NAIZ
BOGOTÁ

La mujer wounaan, del desplazamiento a la protección de la cultura indígena

Elsa y Orfa Moya son hermanas e indígenas wounaan, dos de las mujeres líderes de la comunidad Agua Clara, a orillas del río San Juan, en el Valle del Cauca colombiano, que hace algo más de un año tuvieron que abandonar su territorio ante la llegada de los paramilitares.

Miembros de las comunidades indígenas Embera y Wounaan, durante un encuentro. (ACNUR AMÉRICAS/FLICKR)
Miembros de las comunidades indígenas Embera y Wounaan, durante un encuentro. (ACNUR AMÉRICAS/FLICKR)

Durante décadas pudieron defender su tierra entre amenazas y por decisión popular determinaron no dar cobijo ni a la guerrilla ni a los paramilitares, pero el desplazamiento acabó por volverse inevitable y con él la pérdida de sus recursos y de su cultura.

Ahora, cuatro meses después de haber vuelto a lo que queda de su resguardo, vestidas con ropa «occidental», ambas recuerdan que antes de tener que huir a la ciudad más cercana, Buenaventura, vestían sus propias prendas y ni hombres ni mujeres solían cubrirse la parte superior del cuerpo con otra cosa que no fueran sus tinturas para la piel.

Desde finales de 2014, y por un año, los 350 miembros de la comunidad, sus 63 familias, vivieron hacinados en el coliseo deportivo de la urbe, donde el inexorable contacto con las costumbres locales les ha cambiado para siempre.

«Tratamos de mantener nuestra cultura. Pero ha sido muy difícil. Y ahora que pudimos regresar nos lo han quitado todo», explica a Efe Elsa, en su complicado castellano, ya que su lengua madre es indígena.

«Cuando llegaron [los paramilitares] esperamos unos días para hacer resistencia.

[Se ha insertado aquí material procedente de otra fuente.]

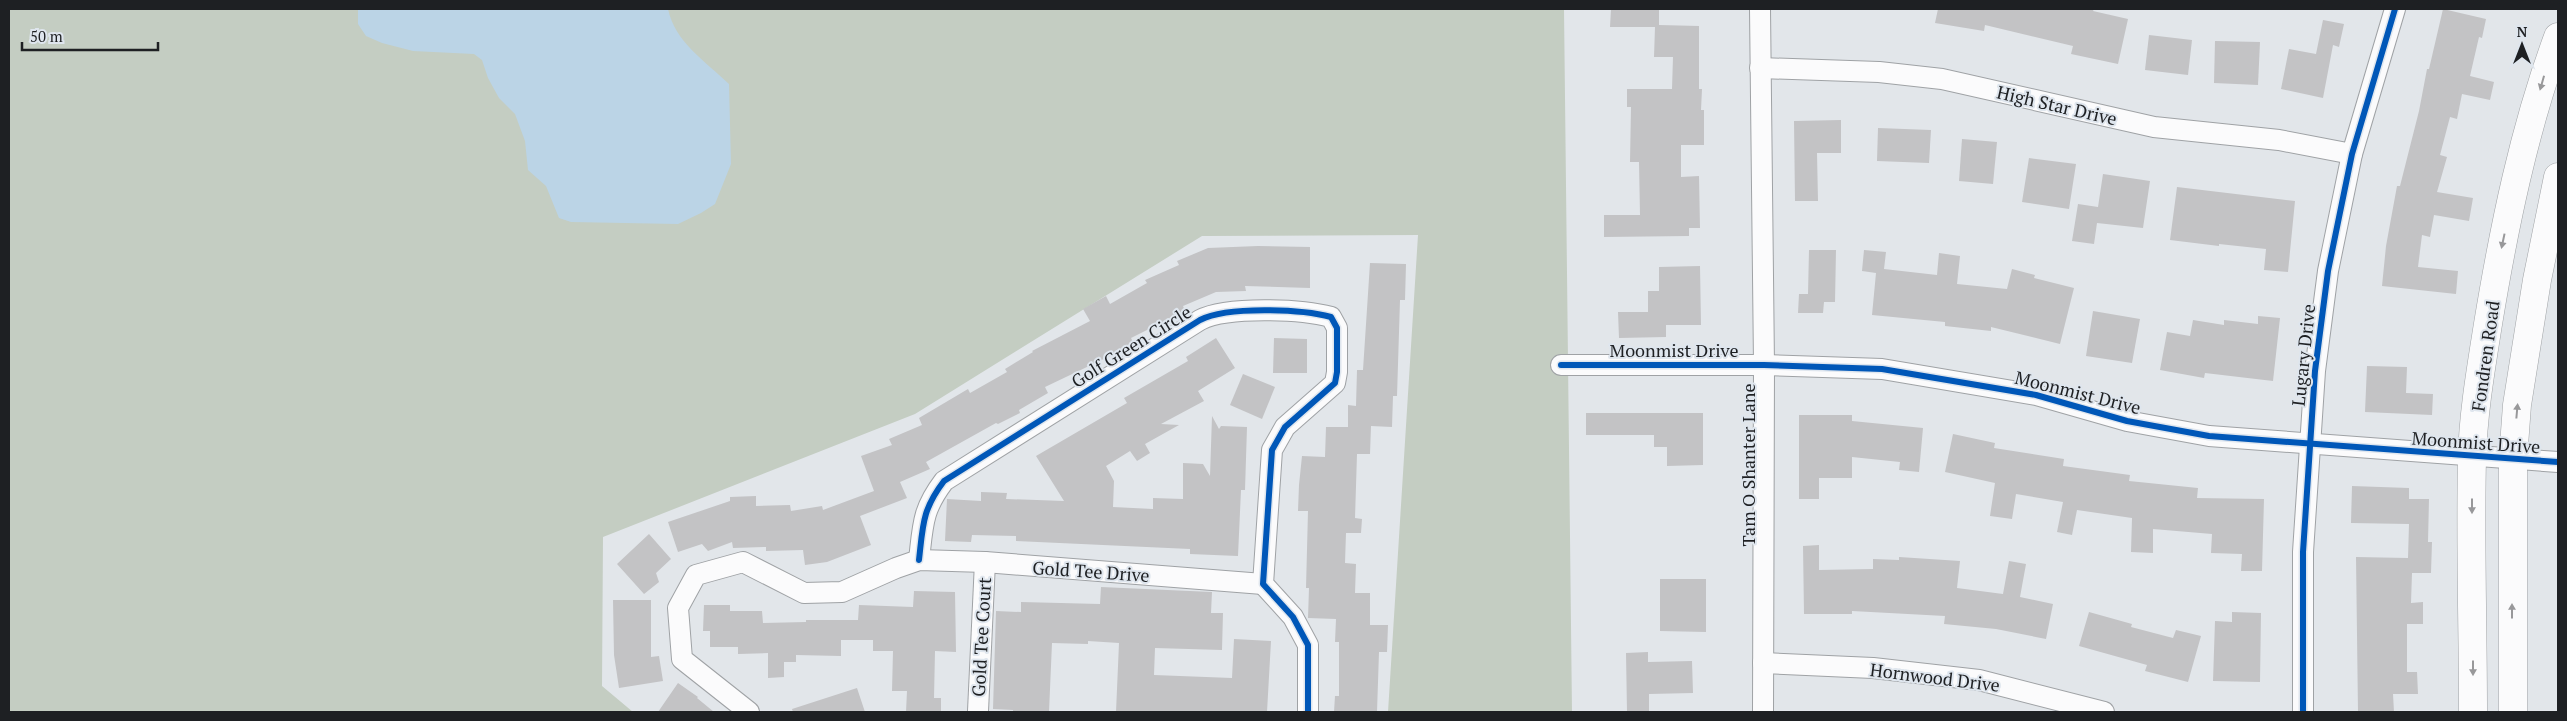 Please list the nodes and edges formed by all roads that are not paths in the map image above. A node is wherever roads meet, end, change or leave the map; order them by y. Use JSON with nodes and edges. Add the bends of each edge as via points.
{"nodes":[{"id":1,"x":1760,"y":9,"type":"edge"},
{"id":2,"x":2395,"y":9,"type":"edge"},
{"id":3,"x":2558,"y":38,"type":"edge"},
{"id":4,"x":1760,"y":68,"type":"junction"},
{"id":5,"x":2352,"y":154,"type":"junction"},
{"id":6,"x":2558,"y":177,"type":"edge"},
{"id":7,"x":1561,"y":365,"type":"dead end"},
{"id":8,"x":1764,"y":365,"type":"junction"},
{"id":9,"x":2309,"y":444,"type":"junction"},
{"id":10,"x":2472,"y":457,"type":"junction"},
{"id":11,"x":2513,"y":460,"type":"junction"},
{"id":12,"x":2558,"y":462,"type":"edge"},
{"id":13,"x":919,"y":560,"type":"junction"},
{"id":14,"x":985,"y":562,"type":"junction"},
{"id":15,"x":1263,"y":584,"type":"junction"},
{"id":16,"x":1763,"y":663,"type":"junction"},
{"id":17,"x":978,"y":711,"type":"edge"},
{"id":18,"x":749,"y":712,"type":"edge"},
{"id":19,"x":1308,"y":712,"type":"edge"},
{"id":20,"x":1764,"y":712,"type":"edge"},
{"id":21,"x":2104,"y":712,"type":"edge"},
{"id":22,"x":2303,"y":712,"type":"edge"},
{"id":23,"x":2474,"y":712,"type":"edge"},
{"id":24,"x":2513,"y":712,"type":"edge"}],
"edges":[{"from":1,"to":4,"type":"street","name":"Tam O Shanter Lane"},
{"from":2,"to":5,"type":"street","name":"Lugary Drive"},
{"from":3,"to":10,"type":"main road","name":"Fondren Road","one_way":true,"via":[[2542,79],[2497,269]]},
{"from":4,"to":5,"type":"street","name":"High Star Drive","via":[[1879,72],[1942,79],[2154,126],[2279,140]]},
{"from":4,"to":8,"type":"street","name":"Tam O Shanter Lane"},
{"from":5,"to":9,"type":"street","name":"Lugary Drive","via":[[2328,271]]},
{"from":11,"to":6,"type":"main road","one_way":true,"via":[[2517,406],[2532,306]]},
{"from":7,"to":8,"type":"street","name":"Moonmist Drive"},
{"from":8,"to":9,"type":"street","name":"Moonmist Drive","via":[[1882,369],[1942,377],[2036,395],[2127,422],[2208,436]]},
{"from":8,"to":16,"type":"street","name":"Tam O Shanter Lane"},
{"from":9,"to":10,"type":"street","name":"Moonmist Drive"},
{"from":9,"to":22,"type":"street","name":"Lugary Drive","via":[[2303,552]]},
{"from":10,"to":11,"type":"street","name":"Moonmist Drive"},
{"from":10,"to":23,"type":"main road","name":"Fondren Road","one_way":true},
{"from":11,"to":12,"type":"street","name":"Moonmist Drive"},
{"from":24,"to":11,"type":"main road","one_way":true},
{"from":13,"to":14,"type":"street","name":"Gold Tee Drive"},
{"from":13,"to":15,"type":"street","name":"Golf Green Circle","via":[[924,515],[932,496],[944,481],[1213,313],[1311,312],[1331,317],[1337,328],[1337,372],[1327,391],[1285,427],[1272,450]]},
{"from":13,"to":18,"type":"street","via":[[842,592],[804,593],[743,562],[696,575],[678,608],[682,659]]},
{"from":14,"to":15,"type":"street","name":"Gold Tee Drive"},
{"from":14,"to":17,"type":"street","name":"Gold Tee Court"},
{"from":15,"to":19,"type":"street","via":[[1293,617],[1308,645]]},
{"from":16,"to":20,"type":"street","name":"Tam O Shanter Lane"},
{"from":16,"to":21,"type":"street","name":"Hornwood Drive","via":[[1873,668],[1971,679]]}]}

Pero finalmente decidimos marcharnos porque teníamos miedo. (...) Y aunque apenas tenemos qué comer, estamos contentos de regresar», relata la indígena en un encuentro facilitado por International Women's Media Foundation (IWMF).

Mientras los hombres wounaan pelean con las instituciones colombianas para que se les reconozca su «desplazamiento masivo» y les ayuden a lograr agua potable y recursos para poder recuperar algo de electricidad y cultivos, las mujeres de la comunidad luchan por la pervivencia de sus raíces.

No obstante, ellas también participan de las decisiones comunales, y aunque sus maridos desarrollan cierto liderazgo, la palabra de la mujer siempre es escuchada.

Con una cosmovisión eminentemente basada en la protección de la naturaleza, en un solo dios que es de todos, y «cuatro mundos» –la tierra, el cielo, el agua y lo invisible–, los wounaan cuentan con alrededor de 9.000 miembros en toda Colombia, según los últimos datos del censo nacional, y se reparten entre los departamentos del Valle del Cauca y el Chocó, en la costa pacífica.

Ubicados en una «zona estratégica» en la boca del océano, los wounaan han sufrido también el impacto del conflicto armado que vive el país, como otras etnias que conviven repartidas por toda la nación y cuyos asentamientos acabaron siendo campo de batalla.

Orfa trenza un jarrón con fibra de palma de «werregue» mientras explica que con artesanías como esa, cuya elaboración se ha ido transmitiendo entre las mujeres de la comunidad generación tras generación, esperan también poder aportar a la recuperación de su resguardo y al autoconsumo.

«Además de los jarrones también hacemos rituales para los animales, rogativas, hacemos bailes y cantamos para que la naturaleza se porte bien con nosotros y no se repita la violencia», narra Orfa, de 29 años y ya con cuatro vástagos.

Al tiempo que las dos hermanas relatan las costumbres que tratan de mantener, las jóvenes de la tribu se preparan para hacer una de esas danzas, al son de la «tambora», elaborada por ellas mismas, y que, de nuevo, toca una mujer.

Tras representar varias de ellas, ante la atenta mirada de los más pequeños, una de las adolescentes, la menos tímida, confiesa que quiere volver a la ciudad.

«Cuando me obligaron a ir allá fue difícil porque apenas entendía el español, pero ahora me gustaría regresar, allá hay más cosas que hacer y podría seguir estudiando», asegura, rodeada de otras seis niñas de su edad que no se atreven a decir una palabra.

La influencia de la «civilización», como ella misma lo describe, les ha marcado una impronta que será difícil de revertir, sobre todo para las de menor edad, calladas y vergonzosas, quienes por naturaleza deberían seguir los pasos de sus madres para transmitir sus enseñanzas.

En medio de su silencio solo una pregunta les arranca una respuesta a coro y unánime, ¿volveréis a llevar el torso desnudo?. La respuesta fue «no».